WASHINGTON - A former chief technical pilot for Boeing Co was charged on Thursday (Oct 14) with deceiving federal regulators concerning the evaluation of the company's 737 MAX plane in order to save the US planemaker money, the US Justice Department said.
Mark Forkner, 49, was indicted for scheming to defraud Boeing's US-based airline customers to obtain tens of millions of dollars for Boeing.
Boeing and a lawyer for Forkner did not immediately respond to requests for comment.
The indictment said Forkner provided the Federal Aviation Administration (FAA) with "materially false, inaccurate, and incomplete information" about a new part of the flight controls for the Boeing 737 MAX, called the Maneuvering Characteristics Augmentation System (MCAS).
The MCAS was tied to two fatal crashes of the 737 MAX over a five month period that killed 346 people and led to the plane's 19-month grounding by the FAA, lifted in November 2020.
The FAA declined comment.
In January, Boeing agreed to pay more than $2.5 billion (S$3.4 billion) in fines and compensation after reaching a deferred prosecution agreement with the US Department of Justice over the MAX crashes.
Prosecutors noted a key FAA document lacked any reference to MCAS and as a result airplane manuals and pilot-training materials for US-based airlines also lacked any reference.
"In an attempt to save Boeing money, Forkner allegedly withheld critical information from regulators," said Acting US Attorney Chad E. Meacham in Northern Texas. "His callous choice to mislead the FAA hampered the agency's ability to protect the flying public and left pilots in the lurch, lacking information about certain 737 MAX flight controls."
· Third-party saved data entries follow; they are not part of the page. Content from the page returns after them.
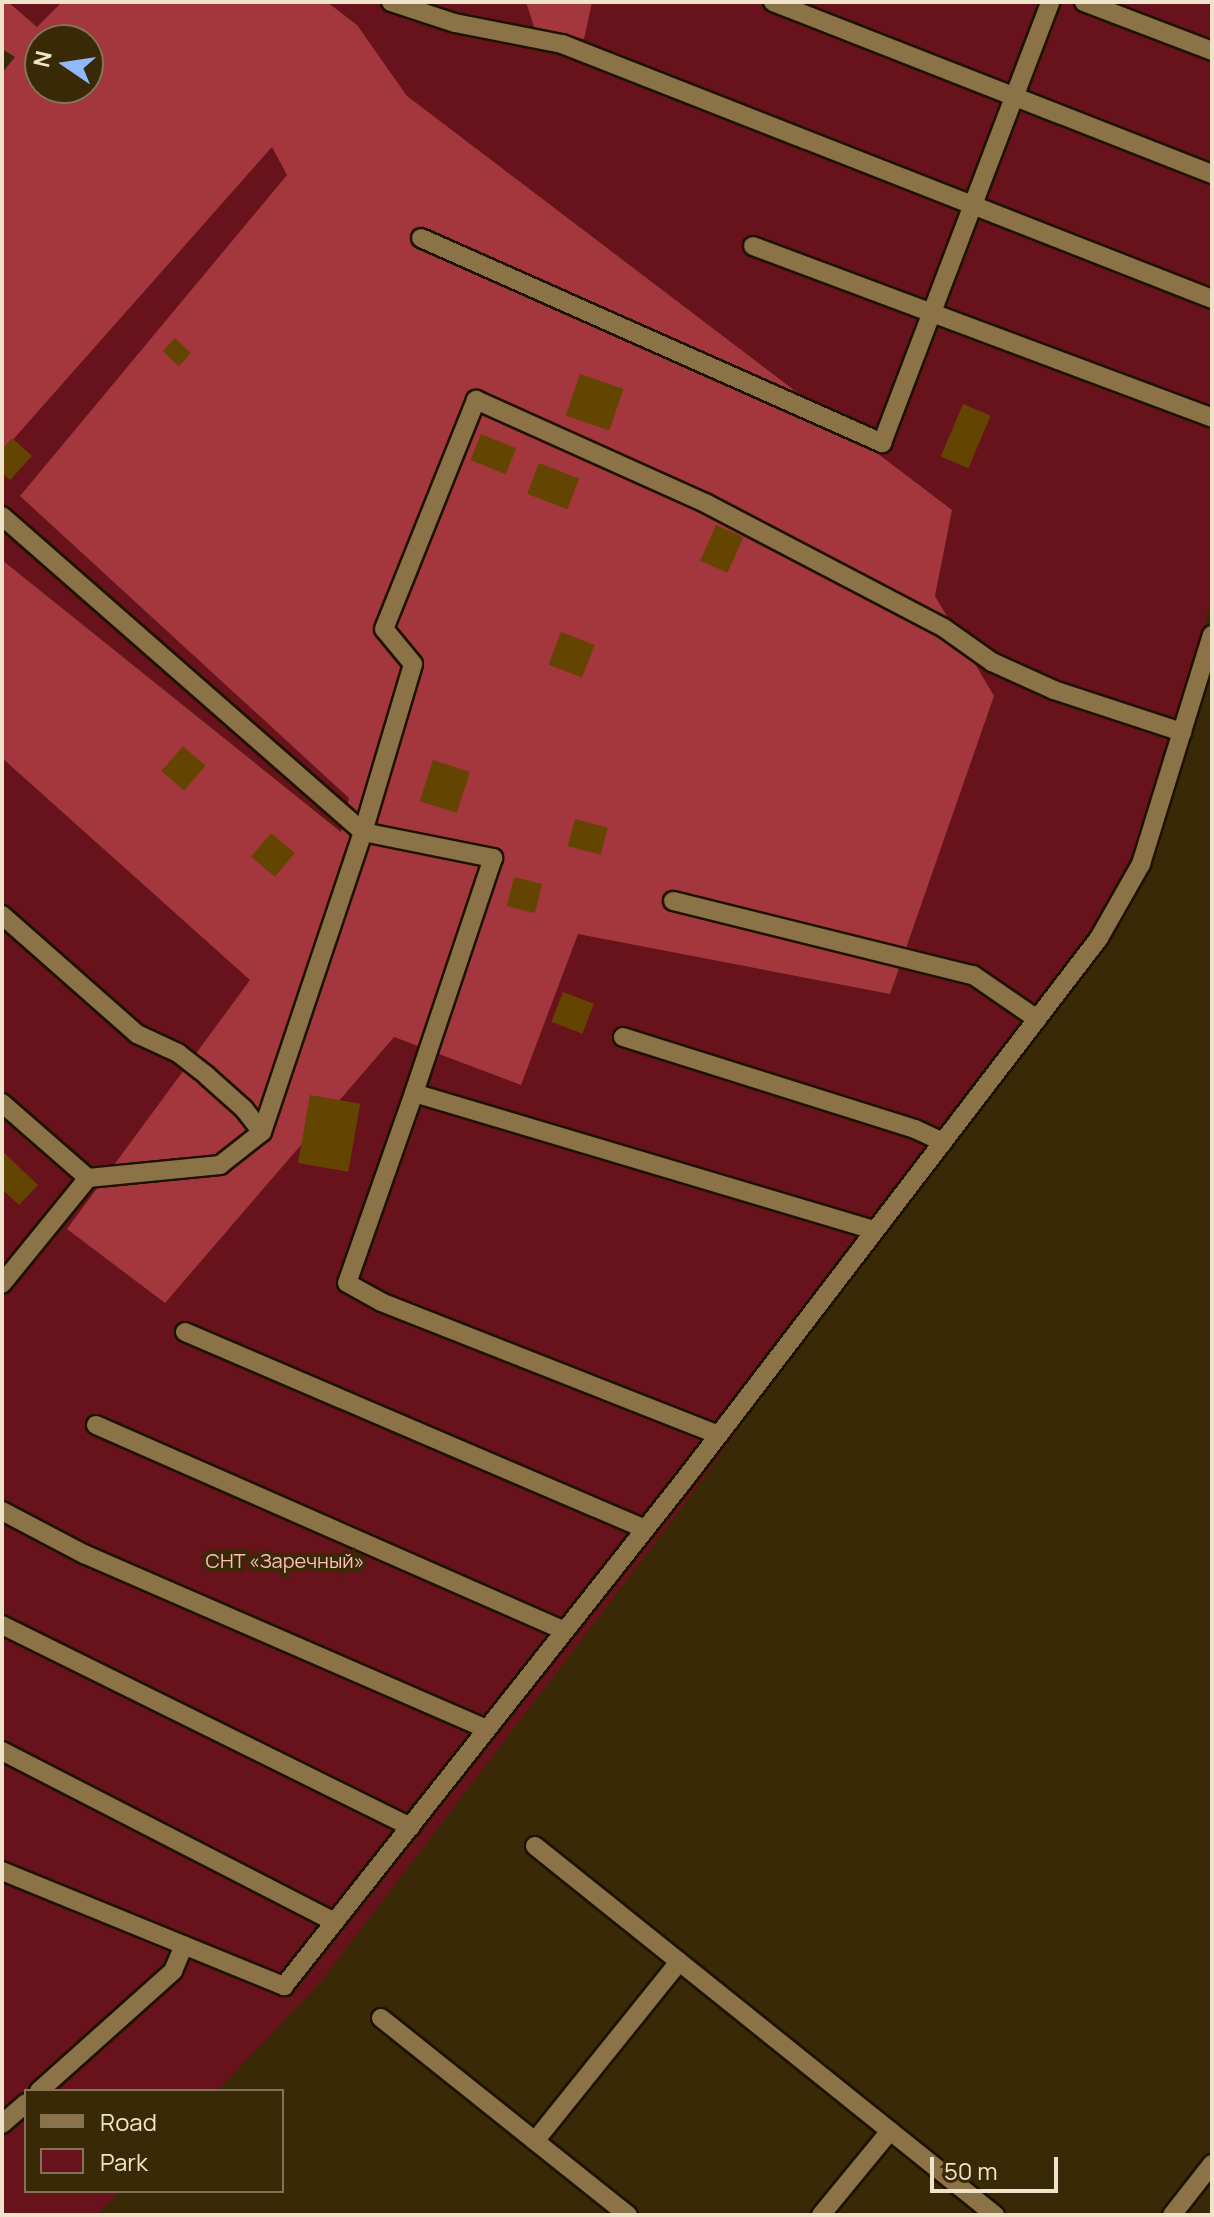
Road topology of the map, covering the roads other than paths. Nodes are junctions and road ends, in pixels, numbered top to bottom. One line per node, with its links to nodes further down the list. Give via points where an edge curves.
1 (391, 2): 8 (street, via 455,23 562,44)
2 (773, 2): 6 (street)
3 (1050, 2): 6 (street)
4 (1084, 2): 5 (street)
5 (1212, 51)
6 (1013, 95): 7 (street); 8 (street)
7 (1212, 174)
8 (971, 204): 11 (street); 12 (street)
9 (421, 238): 12 (street, via 882,443)
10 (753, 246): 12 (street)
11 (1212, 299)
12 (931, 313): 13 (street)
13 (1212, 418)
14 (2, 516): 17 (street)
15 (1212, 635): 16 (street)
16 (1182, 732): 17 (street, via 1054,690 992,662 944,628 707,504 476,400 384,629 413,664); 20 (street, via 1141,864 1099,938)
17 (363, 832): 22 (street, via 493,858); 24 (street)
18 (673, 901): 20 (street, via 973,975)
19 (2, 915): 24 (street, via 137,1034 178,1053 207,1076)
20 (1037, 1019): 25 (street)
21 (623, 1037): 25 (street)
22 (414, 1093): 27 (street); 31 (street, via 347,1283 381,1302)
23 (2, 1103): 26 (street)
24 (262, 1132): 26 (street, via 220,1165)
25 (943, 1142): 27 (street)
26 (88, 1178): 28 (street)
27 (875, 1230): 31 (street)
28 (2, 1282)
29 (185, 1332): 33 (street)
30 (96, 1425): 35 (street)
31 (718, 1435): 33 (street)
32 (2, 1511): 36 (street, via 84,1554)
33 (645, 1529): 35 (street)
34 (2, 1625): 38 (street)
35 (565, 1631): 36 (street)
36 (487, 1729): 38 (street)
37 (2, 1751): 41 (street)
38 (411, 1827): 41 (street)
39 (535, 1846): 43 (street)
40 (2, 1871): 42 (street)
41 (335, 1922): 42 (street, via 284,1986)
42 (184, 1945): 45 (street, via 173,1971)
43 (679, 1962): 48 (street); 49 (street)
44 (381, 2018): 49 (street)
45 (41, 2089)
46 (24, 2105): 47 (street)
47 (2, 2124)
48 (890, 2131): 52 (street); 53 (street)
49 (535, 2141): 51 (street)
50 (1212, 2164): 54 (street)
51 (628, 2215)
52 (821, 2215)
53 (995, 2215)
54 (1172, 2215)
One November 2016 message from Forkner released in 2019 said he was working at "jedi-mind tricking regulators into accepting the training that I got accepted by FAA."
Forkner is charged with two counts of fraud involving aircraft parts in interstate commerce and four counts of wire fraud. He is expected to make his initial court appearance on Friday in Fort Worth, Texas.
If convicted, he faces a maximum penalty of 20 years in prison on each count of wire fraud and 10 years in prison on each count of fraud involving aircraft parts in interstate commerce.